I really pity the kids in today's schools who are going to have to compete in a world where others in the global economy will eat them for lunch.
Charles Marsh
12:39pm on Friday, March 08, 2013
Most kids are starting to realize that they have immediate Internet access to any fact they are being taught in school. Perhaps parents should give more weight to the expectations of exploring information, trying and failing, so they find “a passion” for doing something in life that “fits them”, not the “success benchmarks” of an antiquated educational system.
Rebekah Speck
9:39am on Monday, March 18, 2013
I am a big fan of the regents tests in NYC and state schools and the net effect they have on educational delivery and performance system wide. The regents tests go back to the 1930s and have at times included such necessities as “Comprehensive Vocational Agriculture,” and “Comprehensive Vocational Homemaking.” Earth Science appeared in 1941, and there are optional components of the tests to cover the different languages taught in the public schools as well as other subject choices of individual students. The NECAP never was and still is not a test designed to reflect individual knowledge aggregation. It is not directly reflective of what is taught in schools nor of what students need to know to succeed in 21st Century institutions of higher education and work. It was designed to provide a baseline measure of individual SCHOOL performance, with regard to meeting the basic learning needs of students.

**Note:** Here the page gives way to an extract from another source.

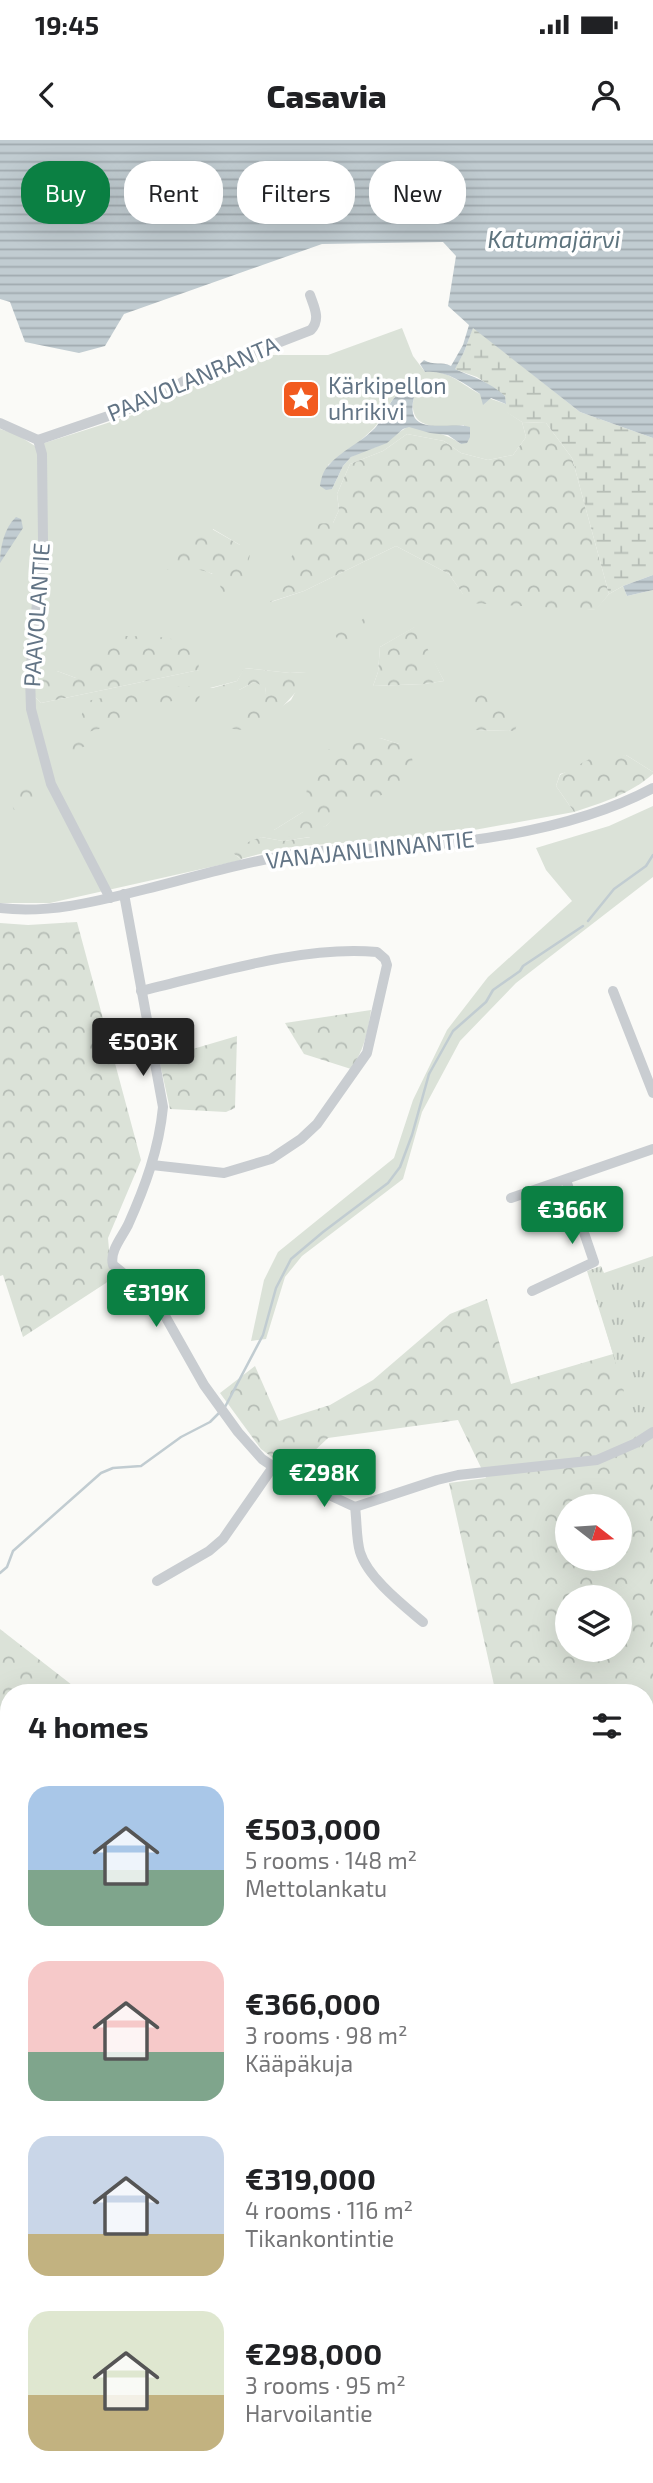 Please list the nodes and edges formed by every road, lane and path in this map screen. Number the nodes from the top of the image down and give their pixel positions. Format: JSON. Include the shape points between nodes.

As any teacher in training in RI already knows, the NECAP has been a very accurate predictor of the socio-economic status of students and it has been very helpful in identifying the bigger social gaps that affect student performance such as the net effect of institutionalized racism on urban schools and kids. In short, it is a really good predictor of poverty and neglect, so if we want to measure those things, we should use that test.

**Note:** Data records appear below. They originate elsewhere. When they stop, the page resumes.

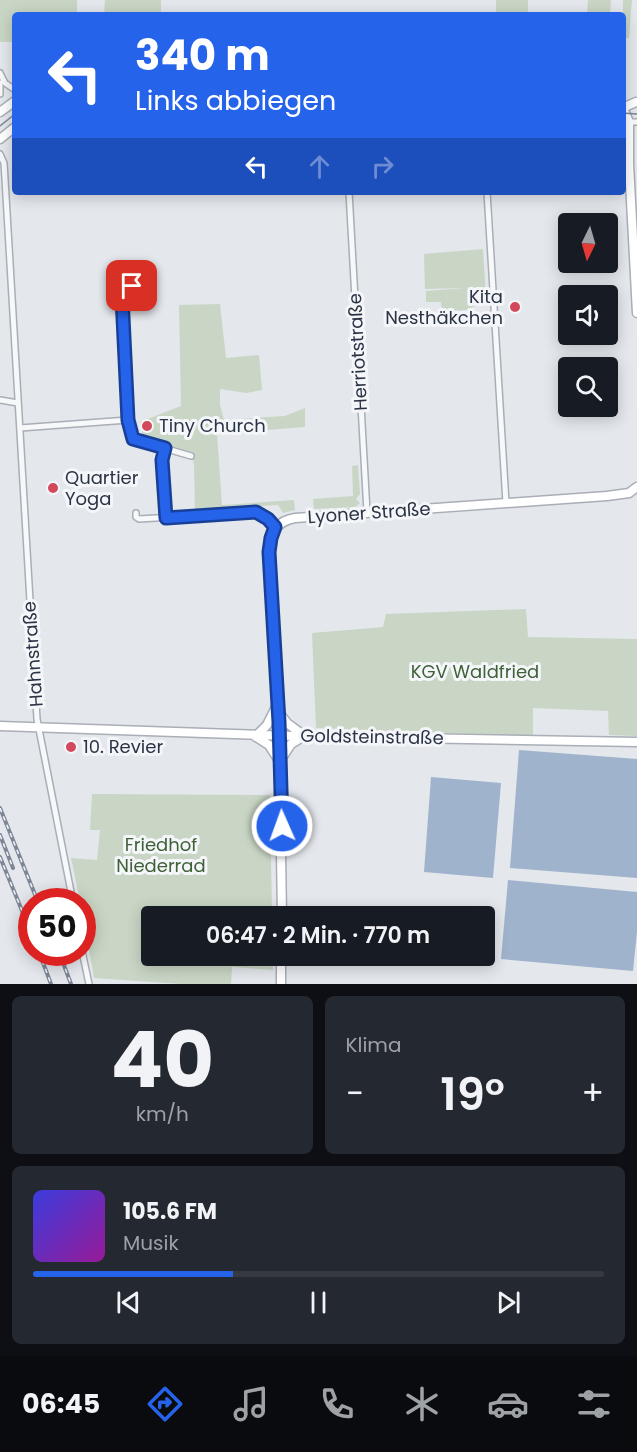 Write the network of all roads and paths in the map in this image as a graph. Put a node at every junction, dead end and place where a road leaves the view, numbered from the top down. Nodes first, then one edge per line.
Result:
1 (0, 73) edge
2 (0, 83) edge
3 (12, 88) edge
4 (0, 94) edge
5 (630, 122) edge
6 (12, 129) edge
7 (0, 139) edge
8 (0, 154) edge
9 (626, 154) edge
10 (629, 164) junction
11 (349, 195) edge
12 (487, 195) edge
13 (122, 297) dead end
14 (637, 313) edge
15 (0, 400) edge
16 (18, 403) junction
17 (128, 420) junction
18 (20, 428) junction
19 (165, 448) junction
20 (191, 456) dead end
21 (637, 487) edge
22 (506, 503) junction
23 (367, 512) junction
24 (136, 513) dead end
25 (166, 518) junction
26 (275, 527) junction
27 (278, 708) junction
28 (0, 726) edge
29 (39, 728) junction
30 (254, 734) junction
31 (279, 736) junction
32 (304, 736) junction
33 (637, 742) edge
34 (279, 762) junction
35 (70, 888) edge
36 (282, 906) edge
37 (85, 966) edge
38 (281, 966) edge
39 (89, 984) edge
40 (281, 984) edge

1 - 3 street
2 - 4 street
5 - 10 main road
6 - 7 main road
8 - 16 street, Hahnstraße
9 - 10 main road
10 - 14 main road
11 - 23 street, Herriotstraße
12 - 22 street
13 - 17 street
15 - 16 street
16 - 18 street, Hahnstraße
17 - 18 street
17 - 19 street
18 - 29 street, Hahnstraße
19 - 20 street
19 - 25 street
21 - 22 main road, Lyoner Straße
22 - 23 main road, Lyoner Straße
23 - 26 main road, Lyoner Straße
24 - 25 street
25 - 26 street
26 - 27 main road
27 - 30 main road
27 - 31 main road
27 - 32 main road
28 - 29 main road, Goldsteinstraße
29 - 30 main road, Goldsteinstraße
29 - 35 street, Hahnstraße
30 - 31 main road, Goldsteinstraße
30 - 34 main road
31 - 32 main road, Goldsteinstraße
31 - 34 main road
32 - 33 main road, Goldsteinstraße
32 - 34 main road
34 - 36 main road
37 - 39 street
38 - 40 main road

If we want to raise our “rock bottom” expectations on our students, let’s start with raising them on ourselves first by creating and applying the real tests that we need to incentivize and reward individual performance. I think “App Creation,” “Portuguese,” “Hip Hop Studies,” and “Information Systems,” are optional tests that I would like to see on our graduation requirements in the near future as they will be obsolete soon enough themselves. (I am quite sure Hip Hop is the Classical music of the future.) Then, let’s create the curricula we need to empower teachers, to embed critical and CREATIVE thinking within the learning processes of students, through which they build a web of knowledge in areas of learning that they feel connected to. Learning is easier when the learner knows how to learn and test taking is less high stakes when students are offered high quality learning in school.

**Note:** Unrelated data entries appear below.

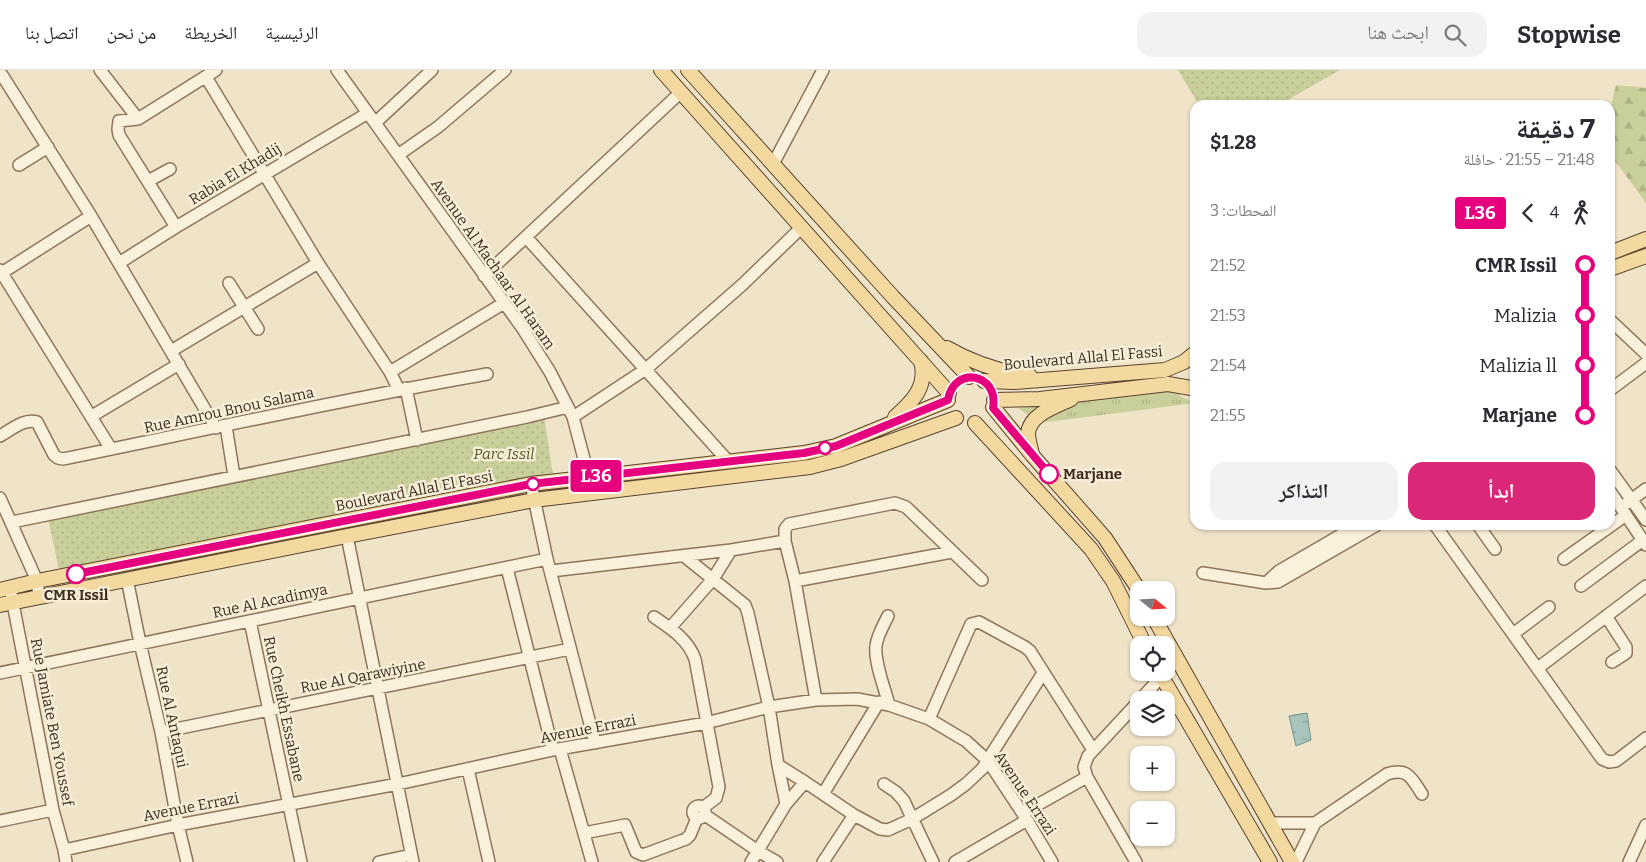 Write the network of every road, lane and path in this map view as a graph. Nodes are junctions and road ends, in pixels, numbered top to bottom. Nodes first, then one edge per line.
1 (216, 70) edge
2 (337, 70) edge
3 (432, 70) edge
4 (505, 70) edge
5 (661, 70) edge
6 (688, 70) edge
7 (822, 70) edge
8 (104, 72) edge
9 (4, 74) edge
10 (206, 77) junction
11 (681, 92) junction
12 (368, 112) junction
13 (138, 119) junction
14 (375, 122) junction
15 (48, 147) junction
16 (398, 155) junction
17 (773, 164) junction
18 (19, 165) dead end
19 (170, 169) dead end
20 (265, 174) junction
21 (148, 181) junction
22 (91, 216) junction
23 (802, 226) junction
24 (176, 227) junction
25 (526, 236) junction
26 (1646, 239) edge
27 (1615, 251) edge
28 (1646, 256) edge
29 (119, 263) junction
30 (318, 263) junction
31 (1615, 267) edge
32 (1, 272) edge
33 (484, 276) junction
34 (229, 283) dead end
35 (504, 303) junction
36 (245, 307) junction
37 (1615, 325) edge
38 (258, 329) dead end
39 (932, 338) junction
40 (171, 350) junction
41 (1646, 354) edge
42 (1189, 357) edge
43 (921, 362) junction
44 (1646, 363) edge
45 (179, 364) junction
46 (646, 369) junction
47 (390, 372) junction
48 (487, 374) dead end
49 (969, 377) junction
50 (1064, 378) junction
51 (984, 381) junction
52 (1190, 386) edge
53 (1615, 386) edge
54 (1190, 388) edge
55 (402, 389) junction
56 (1082, 394) junction
57 (949, 396) junction
58 (994, 404) junction
59 (571, 412) junction
60 (92, 416) junction
61 (956, 418) junction
62 (975, 423) junction
63 (885, 426) junction
64 (221, 427) junction
65 (0, 436) edge
66 (417, 440) junction
67 (111, 449) junction
68 (1032, 455) junction
69 (728, 461) junction
70 (234, 476) junction
71 (589, 476) junction
72 (1615, 477) edge
73 (531, 484) junction
74 (1646, 489) edge
75 (593, 492) junction
76 (0, 498) edge
77 (1615, 498) edge
78 (534, 500) junction
79 (1632, 500) junction
80 (1623, 511) junction
81 (1615, 518) edge
82 (1646, 520) edge
83 (12, 522) junction
84 (1349, 530) edge
85 (1368, 530) edge
86 (1439, 530) edge
87 (1482, 530) edge
88 (1600, 530) edge
89 (347, 536) junction
90 (785, 541) junction
91 (1644, 542) edge
92 (1495, 549) dead end
93 (731, 550) junction
94 (952, 552) junction
95 (684, 556) junction
96 (547, 559) junction
97 (1564, 559) dead end
98 (507, 568) junction
99 (551, 571) junction
100 (1203, 573) dead end
101 (127, 579) junction
102 (713, 579) junction
103 (982, 580) dead end
104 (37, 581) junction
105 (795, 581) junction
106 (1133, 581) edge
107 (1266, 583) junction
108 (1581, 586) dead end
109 (1646, 586) edge
110 (5, 589) edge
111 (39, 596) junction
112 (360, 597) junction
113 (7, 604) edge
114 (1549, 607) dead end
115 (888, 616) dead end
116 (1606, 616) junction
117 (654, 617) dead end
118 (250, 621) junction
119 (1159, 626) edge
120 (670, 628) junction
121 (1513, 634) junction
122 (1140, 636) edge
123 (140, 643) junction
124 (570, 649) junction
125 (530, 658) junction
126 (1612, 662) dead end
127 (26, 668) junction
128 (1538, 668) junction
129 (0, 673) edge
130 (1043, 673) junction
131 (1155, 681) edge
132 (1164, 681) edge
133 (379, 688) junction
134 (1147, 691) edge
135 (816, 700) junction
136 (884, 703) junction
137 (769, 707) junction
138 (1130, 710) edge
139 (269, 711) junction
140 (929, 719) junction
141 (706, 723) junction
142 (161, 732) junction
143 (1646, 738) edge
144 (595, 743) junction
145 (557, 750) junction
146 (1092, 750) junction
147 (988, 761) junction
148 (778, 765) junction
149 (468, 769) junction
150 (1086, 777) junction
151 (806, 782) junction
152 (398, 784) junction
153 (884, 784) dead end
154 (823, 794) junction
155 (1422, 794) dead end
156 (289, 803) junction
157 (786, 804) junction
158 (53, 810) junction
159 (702, 813) junction
160 (854, 815) junction
161 (1025, 817) junction
162 (912, 819) junction
163 (0, 821) edge
164 (1270, 823) junction
165 (1315, 824) junction
166 (178, 825) junction
167 (1646, 825) edge
168 (584, 833) junction
169 (758, 851) junction
170 (65, 856) edge
171 (412, 859) edge
172 (962, 860) edge
173 (590, 861) edge
174 (187, 862) edge
175 (302, 862) edge
176 (379, 862) edge
177 (489, 862) edge
178 (751, 862) edge
179 (777, 862) edge
180 (823, 862) edge
181 (933, 862) edge
182 (1052, 862) edge
183 (1136, 862) edge
184 (1270, 862) edge
185 (1292, 862) edge
186 (1296, 862) edge
187 (1629, 862) edge

1 - 10 street
2 - 12 street, Avenue Al Machaar Al Haram
3 - 14 street
4 - 16 street
5 - 11 main road
6 - 17 main road
7 - 17 street
8 - 13 street
9 - 15 street
10 - 13 street
10 - 20 street
11 - 23 main road
11 - 25 street
12 - 14 street, Avenue Al Machaar Al Haram
12 - 20 street, Rabia El Khadij
13 - 21 street
14 - 16 street, Avenue Al Machaar Al Haram
15 - 18 street
15 - 22 street
16 - 33 street, Avenue Al Machaar Al Haram
17 - 39 main road
19 - 21 street
20 - 24 street, Rabia El Khadij
20 - 30 street
21 - 24 street
22 - 29 street
22 - 32 street
23 - 43 main road
23 - 46 street
24 - 29 street, Rabia El Khadij
25 - 33 street
25 - 46 street
26 - 27 main road
28 - 31 main road
29 - 40 street
30 - 36 street
30 - 47 street
32 - 60 street
33 - 35 street, Avenue Al Machaar Al Haram
34 - 36 street
35 - 47 street
35 - 59 street, Avenue Al Machaar Al Haram
36 - 38 street
36 - 40 street
37 - 41 street
39 - 49 main road
39 - 50 main road
40 - 45 street
42 - 50 main road, Boulevard Allal El Fassi
42 - 52 main road
43 - 57 main road
43 - 63 main road
44 - 53 street
45 - 60 street
45 - 64 street
46 - 59 street
46 - 69 street
47 - 55 street
48 - 55 street, Rue Amrou Bnou Salama
49 - 51 main road
49 - 57 main road
50 - 51 main road, Boulevard Allal El Fassi
51 - 58 main road
54 - 56 main road
55 - 64 street, Rue Amrou Bnou Salama
55 - 66 street
56 - 58 main road
56 - 68 main road
57 - 61 main road
57 - 63 main road, Boulevard Allal El Fassi
58 - 62 main road
58 - 68 main road
59 - 66 street
59 - 71 street, Avenue Al Machaar Al Haram
60 - 67 street
61 - 62 main road
61 - 75 main road, Boulevard Allal El Fassi
62 - 122 main road
63 - 69 main road, Boulevard Allal El Fassi
64 - 67 street, Rue Amrou Bnou Salama
64 - 70 street
65 - 67 street, Rue Amrou Bnou Salama
66 - 70 street
68 - 106 main road
69 - 71 main road, Boulevard Allal El Fassi
70 - 83 street
71 - 73 main road, Boulevard Allal El Fassi
71 - 75 street, Avenue Al Machaar Al Haram
72 - 79 street
73 - 78 street
73 - 104 main road, Boulevard Allal El Fassi
74 - 79 street
75 - 78 main road, Boulevard Allal El Fassi
76 - 83 street
77 - 80 street
78 - 89 main road, Boulevard Allal El Fassi
78 - 96 street
79 - 80 street
79 - 82 street
80 - 81 street
80 - 91 street
83 - 104 street
84 - 107 street
85 - 107 street
86 - 121 street
87 - 92 street
88 - 97 street
89 - 101 main road, Boulevard Allal El Fassi
89 - 112 street
90 - 93 street
90 - 94 street
90 - 105 street
91 - 108 street
93 - 95 street
93 - 102 street
94 - 103 street
94 - 105 street
95 - 99 street
95 - 102 street
96 - 98 street, Rue Al Acadimya
96 - 99 street
98 - 112 street, Rue Al Acadimya
98 - 125 street
99 - 124 street
100 - 107 street
101 - 111 main road, Boulevard Allal El Fassi
101 - 123 street, Rue Al Antaqui
102 - 120 street
102 - 137 street
104 - 110 main road, Boulevard Allal El Fassi
104 - 111 street
105 - 135 street
109 - 116 street
110 - 113 street, Rue Jamiate Ben Youssef
111 - 113 main road, Boulevard Allal El Fassi
112 - 118 street, Rue Al Acadimya
112 - 133 street
113 - 127 street, Rue Jamiate Ben Youssef
114 - 121 street
115 - 136 street
116 - 126 street
116 - 128 street
117 - 120 street
118 - 123 street, Rue Al Acadimya
118 - 139 street, Rue Cheikh Essabane
119 - 164 main road
120 - 141 street
121 - 128 street
123 - 127 street, Rue Al Acadimya
123 - 142 street, Rue Al Antaqui
124 - 125 street, Rue Al Qarawiyine
124 - 144 street
125 - 133 street, Rue Al Qarawiyine
125 - 145 street
127 - 129 street, Rue Al Acadimya
127 - 158 street, Rue Jamiate Ben Youssef
128 - 143 street
130 - 140 street
130 - 146 street
130 - 147 street
131 - 134 street
132 - 184 main road
133 - 139 street, Rue Al Qarawiyine
133 - 152 street
135 - 136 street, Avenue Errazi
135 - 137 street, Avenue Errazi
136 - 140 street, Avenue Errazi
136 - 154 street
137 - 141 street, Avenue Errazi
137 - 148 street
138 - 146 street
139 - 142 street, Rue Al Qarawiyine
139 - 156 street, Rue Cheikh Essabane
140 - 147 street, Avenue Errazi
141 - 144 street, Avenue Errazi
141 - 159 street
142 - 166 street, Rue Al Antaqui
144 - 145 street, Avenue Errazi
145 - 149 street, Avenue Errazi
145 - 168 street
146 - 150 street
147 - 161 street, Avenue Errazi
147 - 162 street
148 - 151 street
148 - 157 street
149 - 152 street, Avenue Errazi
149 - 177 street
150 - 161 street
150 - 183 street
151 - 154 street
151 - 157 street
152 - 156 street, Avenue Errazi
152 - 171 street
153 - 162 street
154 - 160 street
155 - 165 street
156 - 166 street, Avenue Errazi
156 - 175 street, Rue Cheikh Essabane
157 - 169 street
158 - 163 street
158 - 170 street, Rue Jamiate Ben Youssef
159 - 168 street
159 - 169 street
160 - 162 street
160 - 180 street
161 - 172 street
161 - 182 street, Avenue Errazi
162 - 181 street
164 - 165 street
164 - 185 main road
165 - 186 street
166 - 170 street, Avenue Errazi
166 - 174 street, Rue Al Antaqui
167 - 187 street
168 - 173 street
169 - 178 street
169 - 179 street
171 - 176 street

This is not an argument over whether we need higher expectations, we all agree we do, this is an argument on whom we need them. Deborah Gist, the chain of performance starts with you. How are you going to ensure that high quality learning is delivered in our schools and that our tests are going to accurately measure preparation for 21st Century performance? Misapplication of the NECAP does not inspire confidence or impress.